[PATCH 6/6] drm/i915/gvt: Add error rating system

fred gao fred.gao at intel.com
Mon Aug 7 04:13:23 UTC 2017


This patch is to implement the error rating system to track the
guest cmd scan and prepare workload states, the guest will enter
into failsafe mode once it reaches some limit.

Generally, there are 3 types of errors: a) some commands might be
unknown;  b) some cmd access invalid address space; c) some gvt
internal erors.
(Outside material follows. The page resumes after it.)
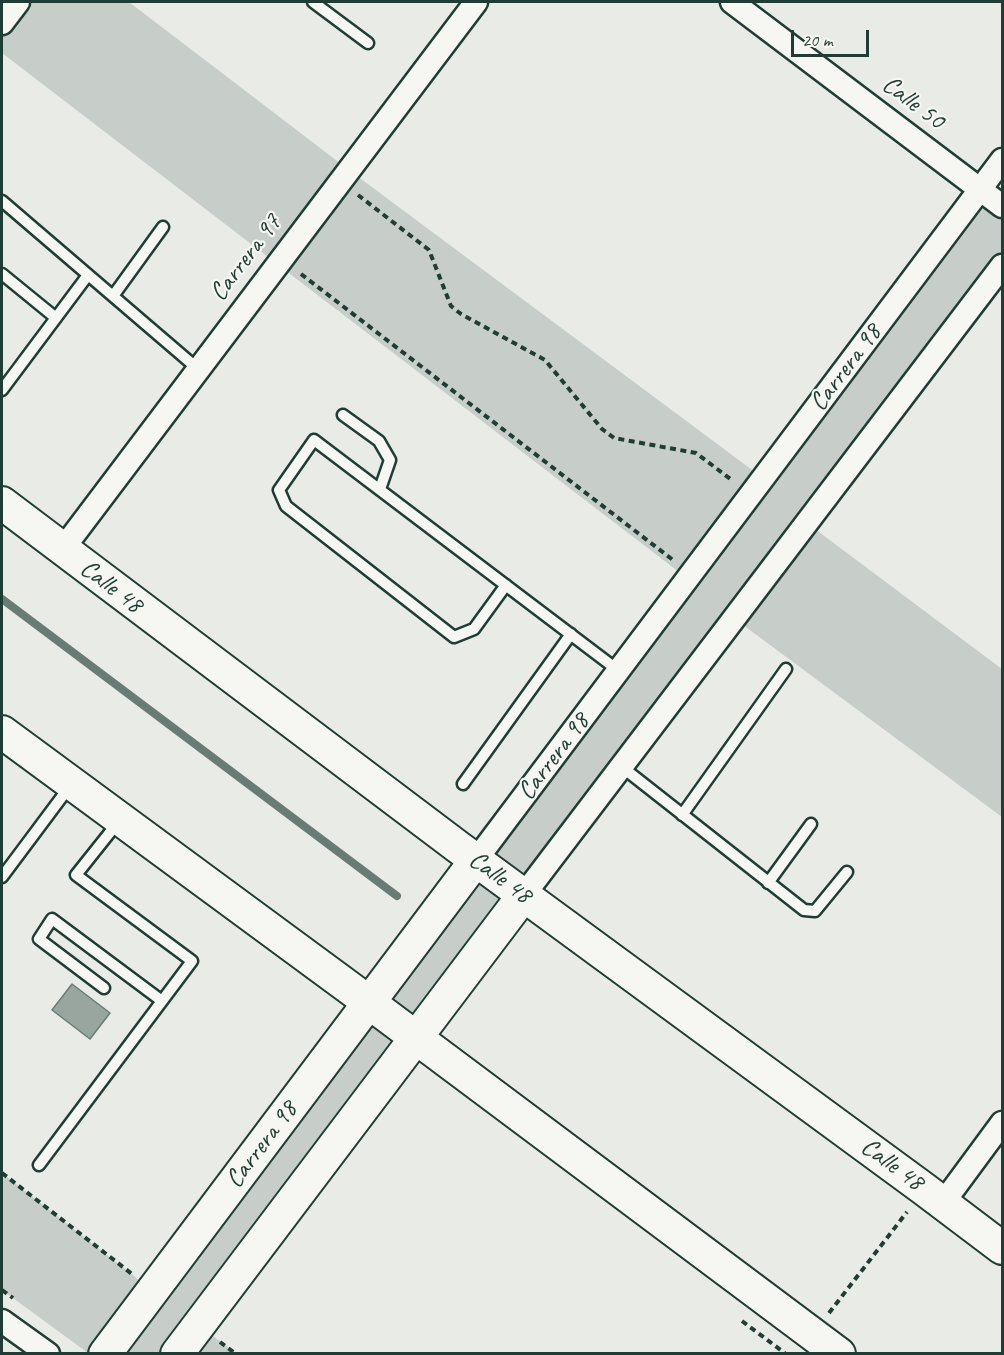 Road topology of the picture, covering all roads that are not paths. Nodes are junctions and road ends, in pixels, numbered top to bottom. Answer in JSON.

A penalty score is defined for each of them.

v2:
- remove some internal i915 errors rating.  (Zhenyu)

Signed-off-by: fred gao <fred.gao at intel.com>
---
 drivers/gpu/drm/i915/gvt/cmd_parser.c | 45 +++++++++++++++++++++++++++--------
 drivers/gpu/drm/i915/gvt/execlist.c   | 11 ++++++---
 drivers/gpu/drm/i915/gvt/gtt.c        |  3 ++-
 drivers/gpu/drm/i915/gvt/gvt.h        | 11 +++++++++
 drivers/gpu/drm/i915/gvt/handlers.c   |  4 +++-
 drivers/gpu/drm/i915/gvt/scheduler.c  |  2 ++
 6 files changed, 61 insertions(+), 15 deletions(-)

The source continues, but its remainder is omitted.